Tom's cynicism is evident in his remarks about civilization. He superciliously tells Nick:
“Civilization’s going to pieces.... I’ve gotten to be a terrible pessimist about things. Have you read ‘The Rise of the Colored Empires’ by this man Goddard?”
Tom and Daisy disguise their general pessimism by repeatedly indulging in mundane activities. Tom, for example, tells Nick about transforming a garage into a stable (instead of doing it the other way round). Daisy speaks of a butler's blue nose and, to sound appealing and intriguing, refers to the singing of a nightingale as romantic. The two go on trips to different places and spend time indulging their whims in New York. These purposeless activities are an indication of how bored and without vision they are. To illustrate, Nick makes the following apt observation about them:
They had spent a year in France for no particular reason, and then drifted here and there unrestfully wherever people played polo and were rich together.

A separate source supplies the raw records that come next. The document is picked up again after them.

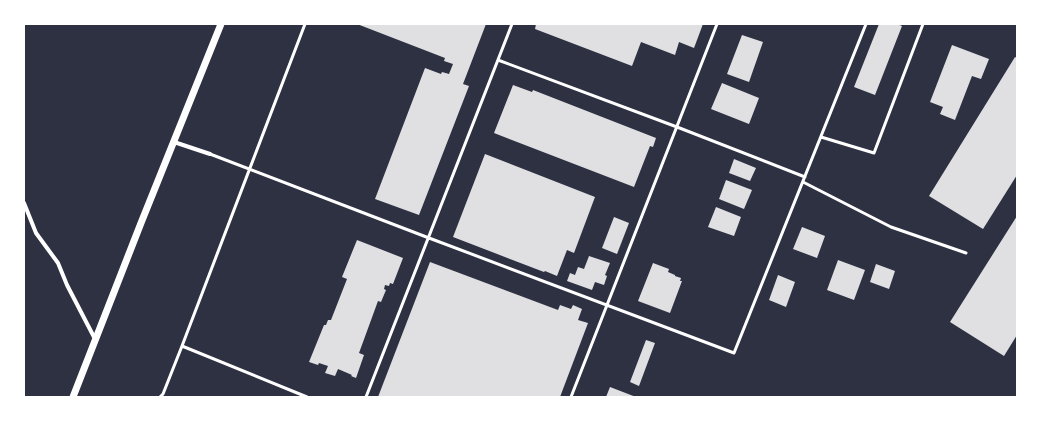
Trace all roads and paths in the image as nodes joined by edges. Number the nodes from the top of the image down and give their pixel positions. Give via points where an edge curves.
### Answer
1 (221, 24) edge
2 (305, 24) edge
3 (512, 24) edge
4 (717, 24) edge
5 (866, 24) edge
6 (923, 24) edge
7 (498, 60) junction
8 (677, 127) junction
9 (821, 137) junction
10 (174, 142) junction
11 (210, 154) joint
12 (249, 170) junction
13 (805, 177) junction
14 (803, 182) junction
15 (24, 203) edge
16 (429, 238) junction
17 (966, 253) dead end
18 (607, 305) junction
19 (95, 339) junction
20 (182, 346) junction
21 (73, 397) edge
22 (160, 397) edge
23 (307, 397) edge
24 (366, 397) edge
25 (571, 397) edge

1 - 10 street
2 - 12 lane
3 - 7 lane
4 - 8 lane
5 - 9 lane
6 - 9 lane via 874,153
7 - 8 lane
7 - 16 lane
8 - 13 lane
8 - 18 lane
9 - 13 lane
10 - 11 street
10 - 19 street
11 - 12 lane
12 - 16 lane
12 - 20 lane
13 - 14 lane
14 - 17 lane via 892,227
14 - 18 lane via 734,353
15 - 19 street via 36,232 58,263
16 - 18 lane
16 - 24 lane
18 - 25 lane
19 - 21 street
20 - 22 lane
20 - 23 lane

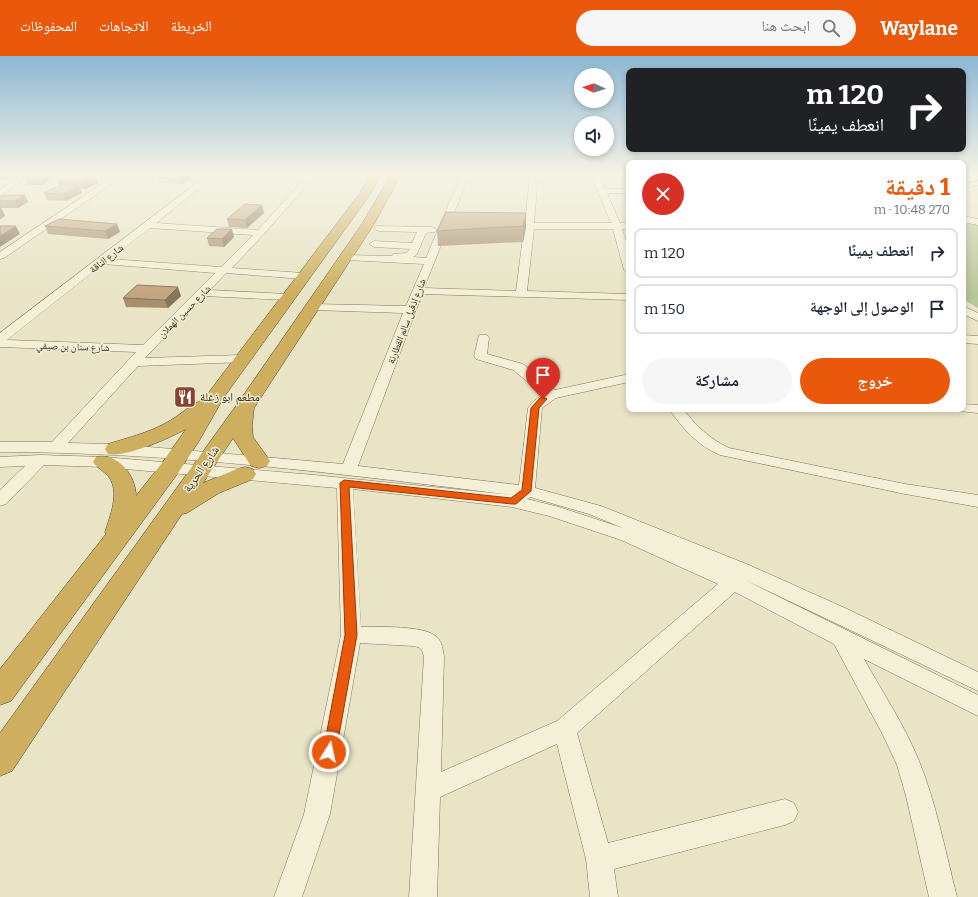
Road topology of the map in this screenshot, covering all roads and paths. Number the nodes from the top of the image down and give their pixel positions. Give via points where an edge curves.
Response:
1 (62, 214) edge
2 (163, 214) edge
3 (277, 214) edge
4 (350, 214) edge
5 (381, 214) edge
6 (450, 214) edge
7 (530, 214) edge
8 (613, 214) edge
9 (966, 220) edge
10 (978, 222) edge
11 (150, 225) junction
12 (494, 226) edge
13 (618, 226) junction
14 (626, 226) edge
15 (529, 227) junction
16 (260, 233) junction
17 (375, 233) junction
18 (443, 233) junction
19 (419, 238) junction
20 (626, 253) edge
21 (351, 255) junction
22 (0, 256) edge
23 (102, 261) junction
24 (430, 261) junction
25 (224, 271) junction
26 (303, 276) junction
27 (418, 291) junction
28 (202, 293) junction
29 (521, 294) junction
30 (287, 297) junction
31 (626, 297) edge
32 (313, 307) junction
33 (410, 310) junction
34 (966, 311) edge
35 (978, 318) edge
36 (483, 338) dead end
37 (0, 339) edge
38 (966, 339) edge
39 (978, 340) edge
40 (0, 343) edge
41 (146, 349) junction
42 (242, 359) junction
43 (135, 362) junction
44 (626, 379) edge
45 (214, 396) junction
46 (552, 396) junction
47 (245, 407) junction
48 (966, 408) edge
49 (978, 409) edge
50 (678, 412) edge
51 (56, 447) junction
52 (0, 448) edge
53 (109, 456) junction
54 (40, 460) junction
55 (174, 461) junction
56 (0, 462) edge
57 (204, 464) junction
58 (252, 468) junction
59 (347, 476) junction
60 (520, 496) junction
61 (0, 500) edge
62 (978, 501) edge
63 (169, 515) junction
64 (113, 543) junction
65 (738, 576) junction
66 (844, 629) junction
67 (351, 635) junction
68 (978, 682) edge
69 (0, 692) edge
70 (978, 706) edge
71 (565, 729) junction
72 (0, 760) edge
73 (428, 790) junction
74 (785, 812) dead end
75 (598, 858) junction
76 (288, 897) edge
77 (423, 897) edge
78 (604, 897) edge
79 (943, 897) edge

1 - 22 street
2 - 11 street, شارع الناقة
3 - 16 street, شارع حسين الهملان
4 - 26 highway
5 - 17 highway, شارع الحرية
6 - 18 street, شارع إذفيل سالم القطارنة
7 - 15 street
8 - 13 street
9 - 10 street
11 - 16 street
11 - 23 street, شارع الناقة
12 - 15 street
13 - 14 street
13 - 15 street
13 - 20 street
15 - 29 street
16 - 25 street, شارع حسين الهملان
17 - 19 street
17 - 19 street
17 - 21 highway, شارع الحرية
18 - 19 street
18 - 19 street
18 - 24 street, شارع إذفيل سالم القطارنة
19 - 21 street via 412,254 408,256
21 - 24 street
21 - 32 highway, شارع الحرية
23 - 25 street
23 - 37 street, شارع الناقة
24 - 27 street, شارع إذفيل سالم القطارنة
25 - 26 street
25 - 28 street, شارع حسين الهملان
26 - 30 highway
27 - 29 street
27 - 33 street, شارع إذفيل سالم القطارنة
28 - 30 street
28 - 41 street, شارع حسين الهملان
29 - 31 street
30 - 42 highway
32 - 33 street
32 - 47 highway, شارع الحرية
33 - 59 street, شارع إذفيل سالم القطارنة
34 - 35 street
36 - 46 street via 480,356 518,367
38 - 39 street
40 - 41 street, شارع سنان بن صيفي
41 - 43 street, شارع حسين الهملان
42 - 43 street
42 - 45 highway
43 - 51 street, شارع حسين الهملان
44 - 46 street
45 - 53 highway via 177,427
45 - 55 highway
46 - 60 street via 543,399 535,408
47 - 57 highway, شارع الحرية
47 - 58 highway via 242,438
48 - 49 street
50 - 62 street via 701,439 725,452 905,489
51 - 52 street
51 - 53 street
53 - 54 street
53 - 55 street
53 - 64 highway via 125,489 124,509
54 - 56 street
54 - 61 street
55 - 57 street
55 - 64 highway
57 - 58 street
57 - 63 highway, شارع الحرية
58 - 59 street
58 - 63 highway via 199,493
59 - 60 street
59 - 67 street
60 - 65 street via 553,511
63 - 72 highway, شارع الحرية
64 - 69 highway
65 - 66 street
65 - 71 street
66 - 68 street
66 - 70 street
66 - 79 street via 908,763
67 - 73 street via 414,637 426,640 432,646 434,657
67 - 76 street via 317,814
71 - 73 street
71 - 75 street
73 - 77 street
74 - 75 street
75 - 78 street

Tom and Daisy are careless and superficial. Their friendships are shallow and lack real meaning. They tend to objectify people. Tom sees Myrtle as a plaything, while Daisy uses Jay Gatsby to get back at Tom for his indiscretions. She sees her daughter as something to be put on display. Both characters lack depth. They reveal their shallowness in how quickly they forget the objects of their so-called affection when these characters die.

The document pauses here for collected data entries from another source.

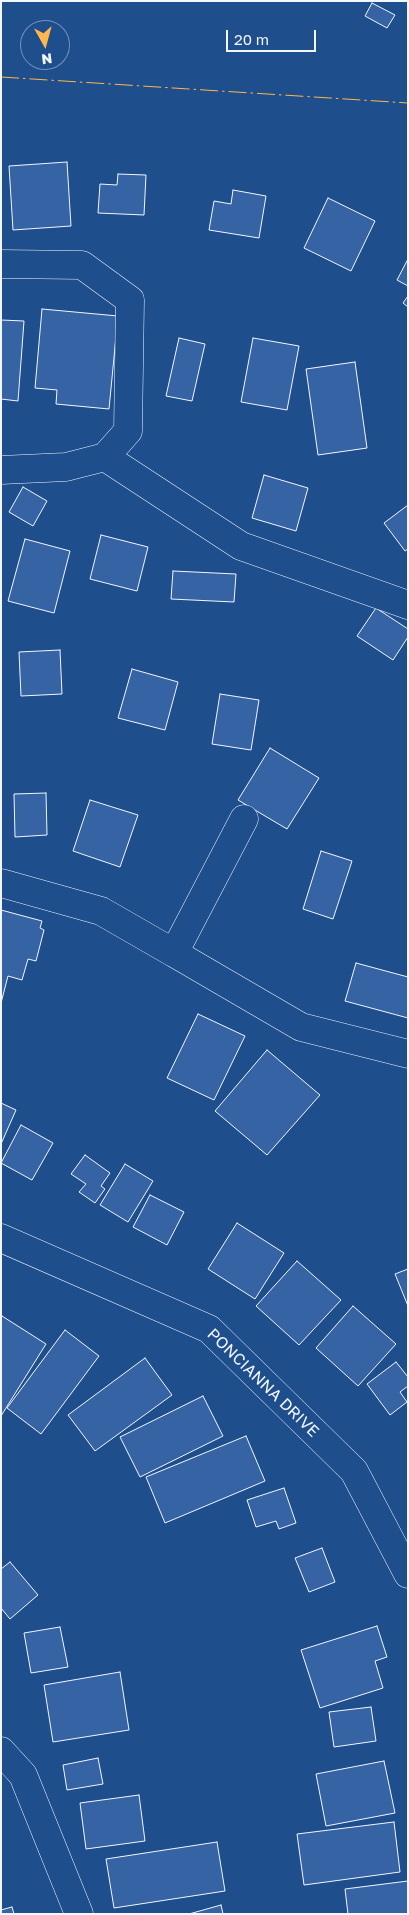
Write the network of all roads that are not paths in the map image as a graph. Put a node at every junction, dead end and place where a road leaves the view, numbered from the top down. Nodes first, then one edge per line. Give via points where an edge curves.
1 (1, 264) edge
2 (105, 457) junction
3 (1, 470) edge
4 (408, 605) edge
5 (244, 819) dead end
6 (1, 883) edge
7 (174, 954) junction
8 (408, 1054) edge
9 (1, 1238) edge
10 (408, 1574) edge
11 (1, 1751) edge
12 (79, 1914) edge

1 - 2 street via 82,264 130,300 128,431
2 - 3 street via 66,467
2 - 4 street via 241,546
5 - 7 street
6 - 7 street via 101,911
7 - 8 street via 301,1027
9 - 10 street, PONCIANNA DRIVE via 209,1329 354,1471
11 - 12 street via 23,1775

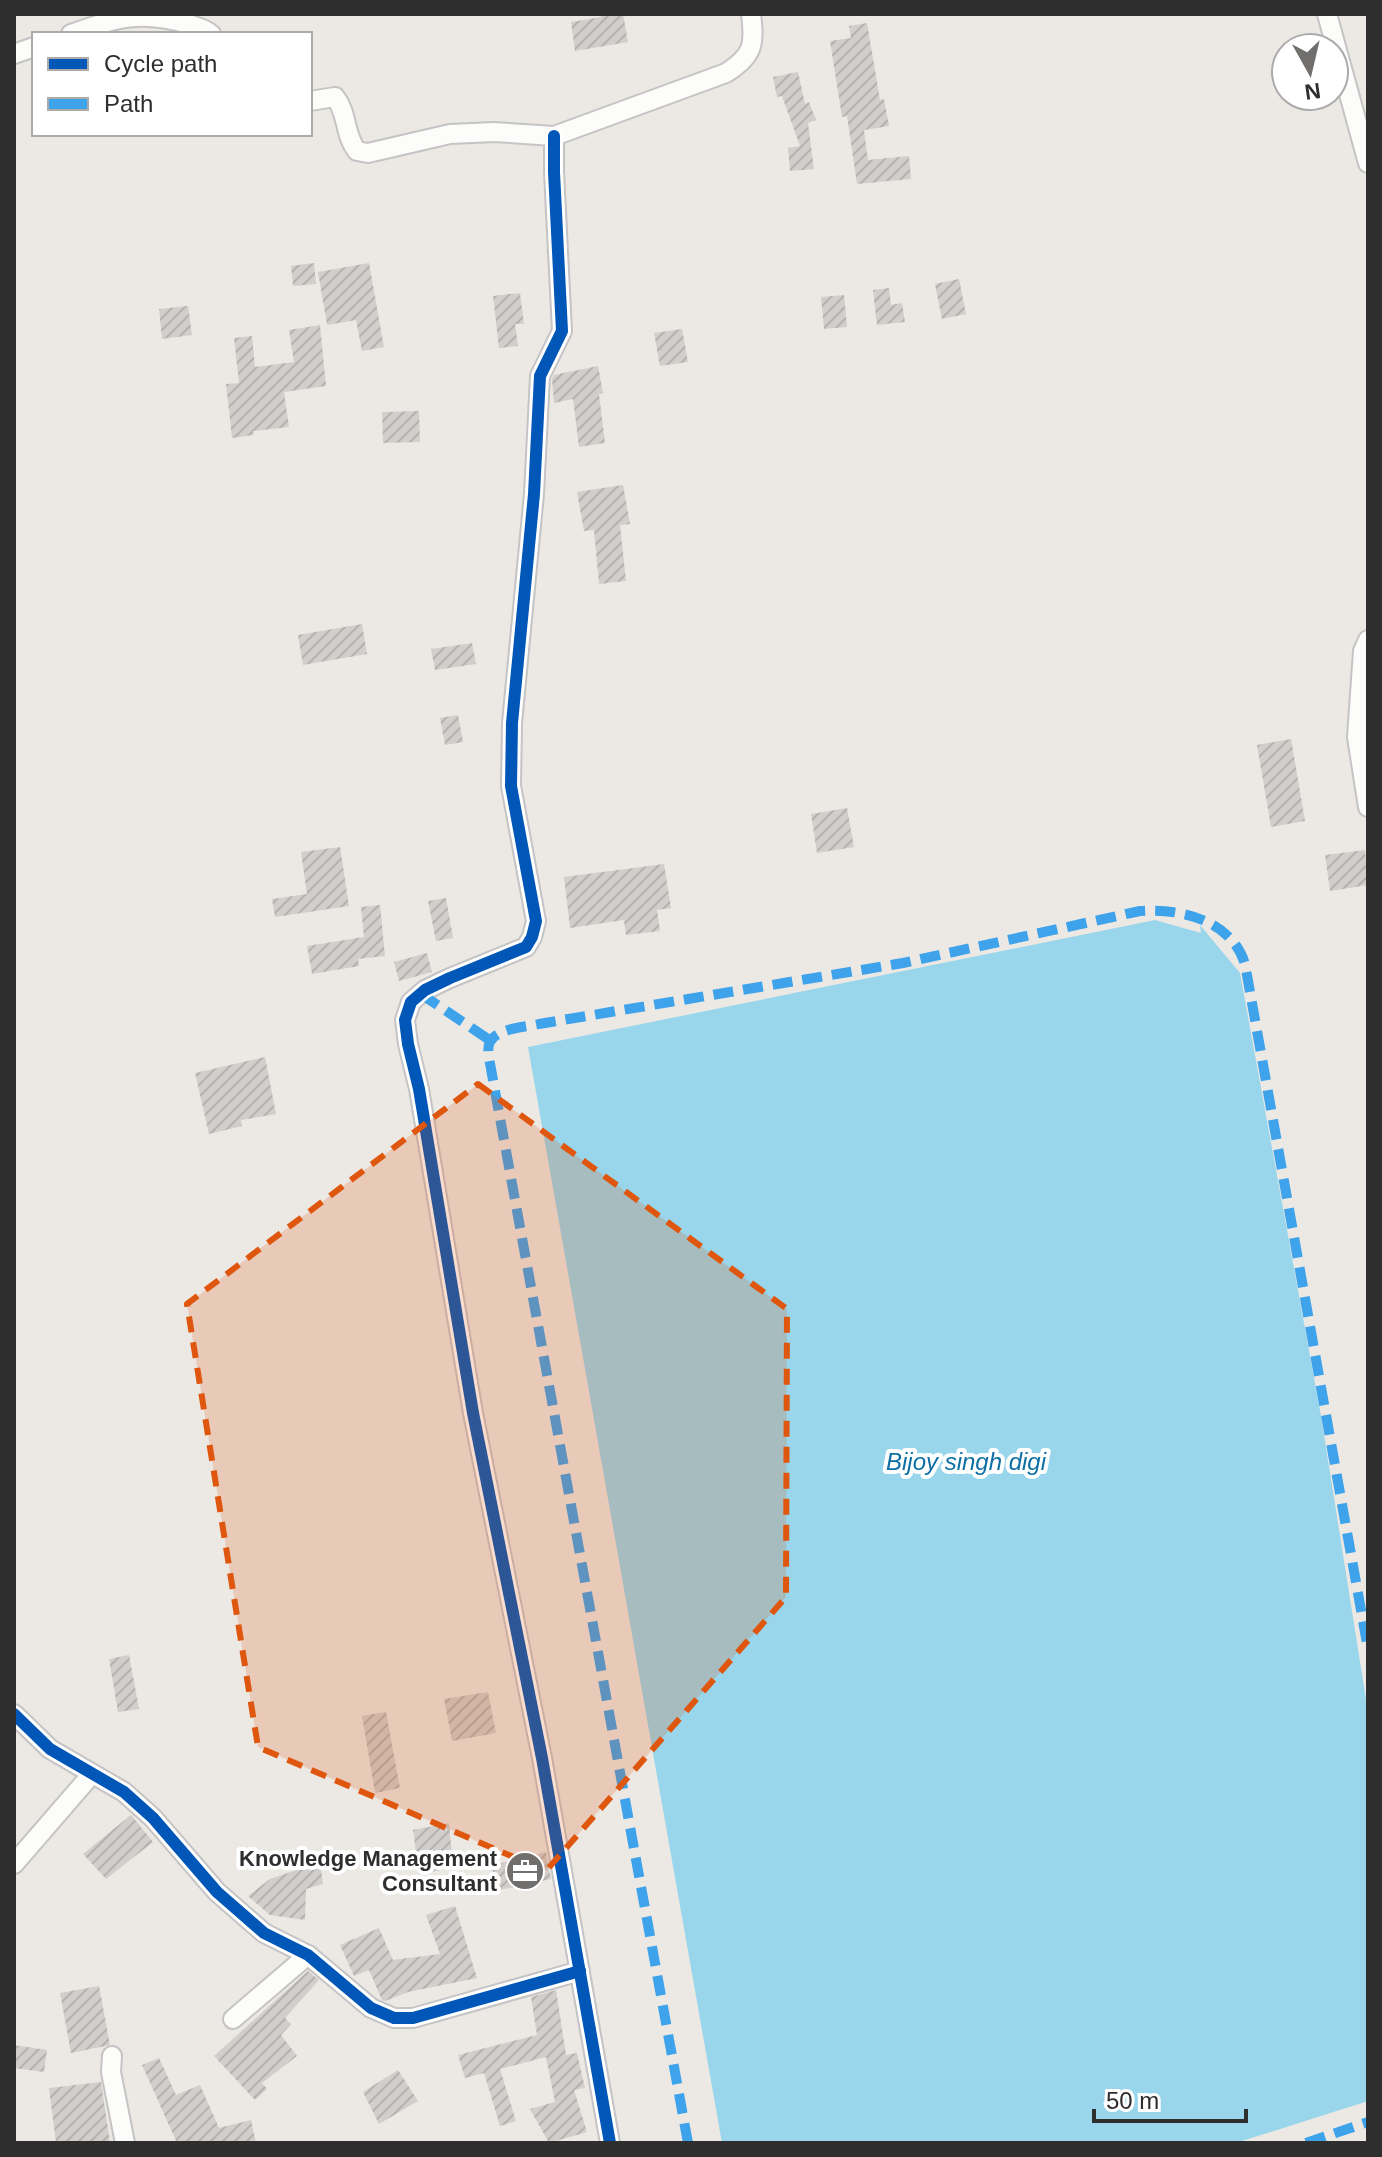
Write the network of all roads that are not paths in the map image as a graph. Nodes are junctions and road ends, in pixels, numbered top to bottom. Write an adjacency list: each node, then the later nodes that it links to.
1 (751, 14): 6 (street)
2 (1327, 14): 7 (street)
3 (77, 32): 4 (street)
4 (209, 32)
5 (312, 101): 6 (street)
6 (554, 136): 14 (street)
7 (1368, 163)
8 (1368, 640): 9 (street)
9 (1368, 807)
10 (14, 1714): 11 (street)
11 (91, 1775): 12 (street); 13 (street)
12 (14, 1864)
13 (308, 1955): 14 (street); 15 (street)
14 (580, 1971): 18 (street)
15 (233, 2019)
16 (112, 2056): 17 (street)
17 (125, 2143)
18 (610, 2143)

Nick Carraway is disappointed and disgusted by them and includes them in "the rotten bunch" that he refers to when speaking to Jay. It is evident that Daisy's and Tom's actions and personalities are informed by their excessive wealth. They have too much of everything in material terms but lack true insight, love, or commitment.
Daisy and Tom stay together because, as far as Daisy is concerned, Tom provides her a life of comfort and luxury. She has the security of knowing that, in material terms, she will never be in need of anything. It is this materialism that makes it easy for her to eventually reject Jay by telling him that he "wants too much." She is not prepared to sacrifice the security of old money that Tom provides. Tom sees Daisy more as a trophy than anything else. She provides credibility to the image of a good husband and caregiver that he wants to project. He is the typical "family man." Being married to her provides the comfort that he has someone to turn to no matter what.
There is very little change in Tom and Daisy's relationship in the novel. The only real crisis they face is the one Jay Gatsby presents. Tom is disturbed by his wife's affair with Jay. In a show of unexpected sensitivity and affection, he almost pleads with her when confronted with the real possibility that he might lose her. Daisy, on the other hand, uses the affair to gain the upper hand on Tom, albeit for a brief moment. She never really intends to leave him and returns to him soon after she accidentally kills Myrtle Wilson. One might have expected her to turn to Gatsby. Instead, she leaves with Tom to some unknown destination soon after.
In the end, Tom and Daisy Buchanan revert to what they have always been: frigid, inconsiderate, materialistic, superficial, and disaffected. It is almost sure that their relationship will, in spite of the little hiccup, continue in the same manner because, after all, they don't really care.
In The Great Gatsby, Tom and Daisy have little in common except each other and their way of life, daily routines, and the status quo they form. Daisy is, or at least would like to be, romantic, while Tom is wholly and proudly pragmatic. Daisy understands the predicament of a female living in a patriarchal society. Though she doesn't like it, she knows that the way for a woman to succeed is to be pretty and charming and, thus, stays with Tom. This is pragmatic, yes, but Daisy is pragmatic out of necessity. She also stays with Tom even when Gatsby tries to steal her away, because Gatsby asks "too much." The inference is that the romance between Gatsby and Daisy that took place years before meant more to Gatsby than it did to Daisy. Gatsby assumes that Daisy never loved Tom, but Daisy refuses to agree.
In some ways, the relationship between Tom and Daisy becomes more open by the close of the novel, but this is probably superficial. Tom probably won't take more notice of her and treat her well for very long.